Wednesday, June 24, 2015

MACKINAC ISLAND, MI: JOHN JACOB ASTOR AND THE FUR TRADE




Routes to Mackinac Island

Records kept by the American Fur Company


Voyageurs 
Connected by narrow straits, three of the five largest Great Lakes, Huron, Michigan and Superior converge near Mackinac Island. Located amidst these waterways, the Island and some of its surrounding shores served as a base for exploring and, later, for developing an expansive fur trade in the Great Lakes.     

In the 17th century, the French claimed the territory surrounding the Great Lakes. At this time, their Jesuit priests and explorers paddled up the Ottawa River from Montreal, eventually making their way through Lake Huron’s Georgian Bay and then on to Superior and Michigan.  Some even canoed through Lake Michigan to the rivers of Wisconsin and with a short portage made their way to the Mississippi River.
 
What drove people to undertake these life-endangering expeditions?  The very earliest explorers, like Samuel de Champlain, were searching for a new route to China that would enrich themselves and the French nation.  For priests like Father Jacques Marquette, the answer was clear: saving souls by bringing the Indians the sacraments of the Catholic Church. For the voyageurs like Jean Nicolet, the response was a search for adventure and fortune.

The lands and waterways surrounding the Great Lakes were rich with fur bearing animals – such as beaver, marten, lynx, mink, otter, bear, and fox. Once the Indians learned what the Europeans had with them – knives, hatchets, cooking pots, muskets — they sought to acquire these modern metal items. Local Indians brought the highly valued pelts to the trading post on Mackinac Island where the exchange of goods took place.  Each side had a clear incentive and therefore trade flourished.

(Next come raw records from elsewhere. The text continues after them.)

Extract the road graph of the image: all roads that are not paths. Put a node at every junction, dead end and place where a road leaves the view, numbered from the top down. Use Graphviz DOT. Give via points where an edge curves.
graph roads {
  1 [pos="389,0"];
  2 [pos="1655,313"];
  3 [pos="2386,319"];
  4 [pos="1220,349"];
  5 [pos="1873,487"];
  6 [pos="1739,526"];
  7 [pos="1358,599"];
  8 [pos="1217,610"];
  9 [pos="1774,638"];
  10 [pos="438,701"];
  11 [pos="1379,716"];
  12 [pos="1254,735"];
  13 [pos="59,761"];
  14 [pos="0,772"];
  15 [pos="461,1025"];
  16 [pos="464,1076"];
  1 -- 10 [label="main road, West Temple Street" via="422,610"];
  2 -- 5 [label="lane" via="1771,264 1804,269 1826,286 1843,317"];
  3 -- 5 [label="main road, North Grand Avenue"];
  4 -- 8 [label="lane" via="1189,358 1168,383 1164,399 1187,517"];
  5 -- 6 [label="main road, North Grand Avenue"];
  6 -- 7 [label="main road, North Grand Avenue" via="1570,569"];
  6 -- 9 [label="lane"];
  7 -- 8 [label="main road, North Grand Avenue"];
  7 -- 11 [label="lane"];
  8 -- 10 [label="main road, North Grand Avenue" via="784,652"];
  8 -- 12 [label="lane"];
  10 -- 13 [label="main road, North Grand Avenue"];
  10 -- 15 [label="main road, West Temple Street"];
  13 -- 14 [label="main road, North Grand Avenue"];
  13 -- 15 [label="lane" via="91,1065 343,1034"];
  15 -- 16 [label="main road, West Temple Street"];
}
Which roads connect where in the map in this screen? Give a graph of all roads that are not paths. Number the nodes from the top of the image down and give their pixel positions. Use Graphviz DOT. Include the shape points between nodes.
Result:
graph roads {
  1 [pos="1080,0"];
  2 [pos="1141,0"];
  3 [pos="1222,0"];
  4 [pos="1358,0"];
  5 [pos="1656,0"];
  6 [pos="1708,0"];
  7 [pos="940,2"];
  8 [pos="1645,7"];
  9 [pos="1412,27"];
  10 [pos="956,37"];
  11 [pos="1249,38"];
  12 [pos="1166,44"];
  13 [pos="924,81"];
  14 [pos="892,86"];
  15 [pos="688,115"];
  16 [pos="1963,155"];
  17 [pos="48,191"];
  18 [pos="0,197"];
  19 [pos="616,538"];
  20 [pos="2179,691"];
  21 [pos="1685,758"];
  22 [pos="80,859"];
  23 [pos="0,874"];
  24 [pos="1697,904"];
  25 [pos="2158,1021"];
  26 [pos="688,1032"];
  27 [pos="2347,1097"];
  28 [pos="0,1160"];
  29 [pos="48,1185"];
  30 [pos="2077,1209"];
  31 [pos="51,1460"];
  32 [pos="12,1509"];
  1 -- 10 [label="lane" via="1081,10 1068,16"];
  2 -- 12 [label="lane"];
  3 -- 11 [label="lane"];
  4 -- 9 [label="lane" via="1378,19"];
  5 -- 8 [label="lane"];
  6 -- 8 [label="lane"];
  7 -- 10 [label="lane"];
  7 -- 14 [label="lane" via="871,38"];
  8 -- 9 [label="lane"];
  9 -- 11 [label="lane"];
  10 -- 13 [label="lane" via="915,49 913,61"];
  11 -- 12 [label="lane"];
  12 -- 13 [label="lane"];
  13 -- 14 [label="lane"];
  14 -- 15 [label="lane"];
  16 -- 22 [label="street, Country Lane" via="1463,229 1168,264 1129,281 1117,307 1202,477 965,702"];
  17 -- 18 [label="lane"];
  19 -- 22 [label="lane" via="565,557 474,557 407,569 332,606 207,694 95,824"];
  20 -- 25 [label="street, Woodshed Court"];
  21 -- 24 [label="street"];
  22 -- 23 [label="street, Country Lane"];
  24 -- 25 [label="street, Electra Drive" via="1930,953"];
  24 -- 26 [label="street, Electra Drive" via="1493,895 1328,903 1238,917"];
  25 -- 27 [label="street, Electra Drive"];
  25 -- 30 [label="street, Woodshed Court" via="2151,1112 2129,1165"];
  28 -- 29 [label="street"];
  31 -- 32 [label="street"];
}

Control of these great northwestern territories shifted from French, to British, to American. After the French and Indian Wars, 1756-63, sovereignty was transferred from France to Britain. Soon thereafter, with the Treaty of Ghent ending the War of 1812, the boundaries were settled between the United States and Great Britain/Canada as large parts of the Great Lakes came under the American flag.

Mackinac Strait Suspension Bridge, i.e. Big Mac
There was strong competition to benefit from the wealth of the fur trade.  In 1809, John Jacob Astor organized the American Fur Company in order to challenge the British monopoly that extended from the Great Lakes to the Pacific Northwest. Astor was a remarkable entrepreneur. In addition to establishing a trading fort in Astoria, near the mouth of the Columbia River, to compete directly with the Hudson’s Bay Company, he traded along the Missouri River to the Rocky Mountains in the newly purchased Louisiana Territory. On Mackinac Island in Lake Michigan, he established a trading center and by 1822 held a monopoly on the Great Lakes fur trade.

At its Mackinac Island base, Astor’s American Fur Company, set up a warehouse, dormitory, retail store and boat yard. A resident manager was put in charge, while Astor himself never came to the island.

Astor became one of the richest men in the world of his time, a credit to his entrepreneurial skills, some well-timed assistance from the federal government in forcing out British competition, and finally, superb timing of selling his fur business just as the European fashions shifted to silk.  After he sold out his interest in the company (then a US monopoly) in 1834, he reinvested his wealth in New York City real estate. John Jacob Astor was a man in the right place at the right time, many times!

LAST BLOG IN VOYAGE THROUGH AMERICAN WATERWAYS.